DESCRIPTION OF THE TASK
Every line below between the line holding "thumb cmc: (227, 272)" and the line holding "middle tip: (340, 186)", inclusive, should be repeated exactly, and all other lines omitted.

RECORD SET
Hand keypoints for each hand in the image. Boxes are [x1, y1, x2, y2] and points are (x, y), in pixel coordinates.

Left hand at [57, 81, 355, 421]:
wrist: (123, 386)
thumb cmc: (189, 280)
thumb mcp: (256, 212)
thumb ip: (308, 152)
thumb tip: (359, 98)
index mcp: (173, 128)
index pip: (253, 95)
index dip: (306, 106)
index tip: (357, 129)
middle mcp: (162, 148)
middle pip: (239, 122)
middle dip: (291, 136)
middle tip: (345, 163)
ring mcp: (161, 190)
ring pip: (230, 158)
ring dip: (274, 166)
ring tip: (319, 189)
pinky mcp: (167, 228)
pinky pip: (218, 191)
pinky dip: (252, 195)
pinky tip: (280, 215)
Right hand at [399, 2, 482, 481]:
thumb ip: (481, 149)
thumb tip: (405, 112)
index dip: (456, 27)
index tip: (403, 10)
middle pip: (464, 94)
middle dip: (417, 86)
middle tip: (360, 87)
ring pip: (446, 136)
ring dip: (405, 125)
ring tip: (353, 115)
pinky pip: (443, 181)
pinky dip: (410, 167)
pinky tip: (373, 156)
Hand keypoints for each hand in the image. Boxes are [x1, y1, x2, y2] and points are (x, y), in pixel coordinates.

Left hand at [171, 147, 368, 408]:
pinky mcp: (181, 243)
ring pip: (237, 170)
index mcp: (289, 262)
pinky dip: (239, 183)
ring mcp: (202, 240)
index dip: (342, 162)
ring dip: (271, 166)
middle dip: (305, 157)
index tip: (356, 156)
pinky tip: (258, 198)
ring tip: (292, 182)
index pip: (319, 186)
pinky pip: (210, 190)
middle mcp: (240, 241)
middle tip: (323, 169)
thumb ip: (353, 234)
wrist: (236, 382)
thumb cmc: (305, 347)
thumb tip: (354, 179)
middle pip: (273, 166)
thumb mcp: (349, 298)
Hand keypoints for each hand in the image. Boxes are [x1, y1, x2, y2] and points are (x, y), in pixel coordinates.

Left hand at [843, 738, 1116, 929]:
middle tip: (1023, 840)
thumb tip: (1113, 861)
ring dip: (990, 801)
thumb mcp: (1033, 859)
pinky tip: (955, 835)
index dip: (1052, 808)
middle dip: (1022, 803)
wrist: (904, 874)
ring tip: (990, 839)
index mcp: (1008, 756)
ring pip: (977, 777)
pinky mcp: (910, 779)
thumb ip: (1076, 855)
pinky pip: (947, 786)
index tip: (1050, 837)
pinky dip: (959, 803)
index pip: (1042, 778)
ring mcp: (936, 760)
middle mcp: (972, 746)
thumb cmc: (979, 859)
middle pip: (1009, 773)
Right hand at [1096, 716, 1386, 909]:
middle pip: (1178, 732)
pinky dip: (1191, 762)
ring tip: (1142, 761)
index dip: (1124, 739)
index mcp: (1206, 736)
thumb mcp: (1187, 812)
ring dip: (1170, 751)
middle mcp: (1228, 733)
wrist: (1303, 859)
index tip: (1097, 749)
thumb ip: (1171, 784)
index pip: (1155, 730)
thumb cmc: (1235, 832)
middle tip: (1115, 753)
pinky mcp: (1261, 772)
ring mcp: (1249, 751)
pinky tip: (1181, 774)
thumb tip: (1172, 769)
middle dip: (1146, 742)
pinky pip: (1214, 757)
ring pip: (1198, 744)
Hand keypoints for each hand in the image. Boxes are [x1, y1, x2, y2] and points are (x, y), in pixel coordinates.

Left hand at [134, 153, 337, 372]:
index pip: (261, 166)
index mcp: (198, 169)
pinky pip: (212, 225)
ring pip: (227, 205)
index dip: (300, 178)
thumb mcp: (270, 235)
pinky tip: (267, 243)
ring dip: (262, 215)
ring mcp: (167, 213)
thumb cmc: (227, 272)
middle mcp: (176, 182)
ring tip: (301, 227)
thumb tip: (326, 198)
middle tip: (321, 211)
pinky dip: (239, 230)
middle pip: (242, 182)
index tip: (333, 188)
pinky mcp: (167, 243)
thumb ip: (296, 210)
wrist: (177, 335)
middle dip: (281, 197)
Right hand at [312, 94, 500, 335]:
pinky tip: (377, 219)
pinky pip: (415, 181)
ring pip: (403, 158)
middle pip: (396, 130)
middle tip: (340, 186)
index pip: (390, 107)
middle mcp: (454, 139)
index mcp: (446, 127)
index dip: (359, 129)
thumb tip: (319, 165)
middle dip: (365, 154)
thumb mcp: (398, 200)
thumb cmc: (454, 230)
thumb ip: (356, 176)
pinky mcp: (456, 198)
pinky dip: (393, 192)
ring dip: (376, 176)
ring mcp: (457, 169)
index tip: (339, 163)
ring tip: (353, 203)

ANSWER BOX
thumb cmc: (227, 272)
middle mcp: (176, 182)
ring tip: (301, 227)
thumb tip: (326, 198)
middle tip: (321, 211)
pinky dip: (239, 230)
middle pip: (242, 182)
index tip: (333, 188)
pinky mcp: (167, 243)
thumb ip: (296, 210)
wrist: (177, 335)
middle dip: (281, 197)
Right hand at [312, 94, 500, 335]:
pinky tip: (377, 219)
pinky pip: (415, 181)
ring pip: (403, 158)
middle pip: (396, 130)
middle tip: (340, 186)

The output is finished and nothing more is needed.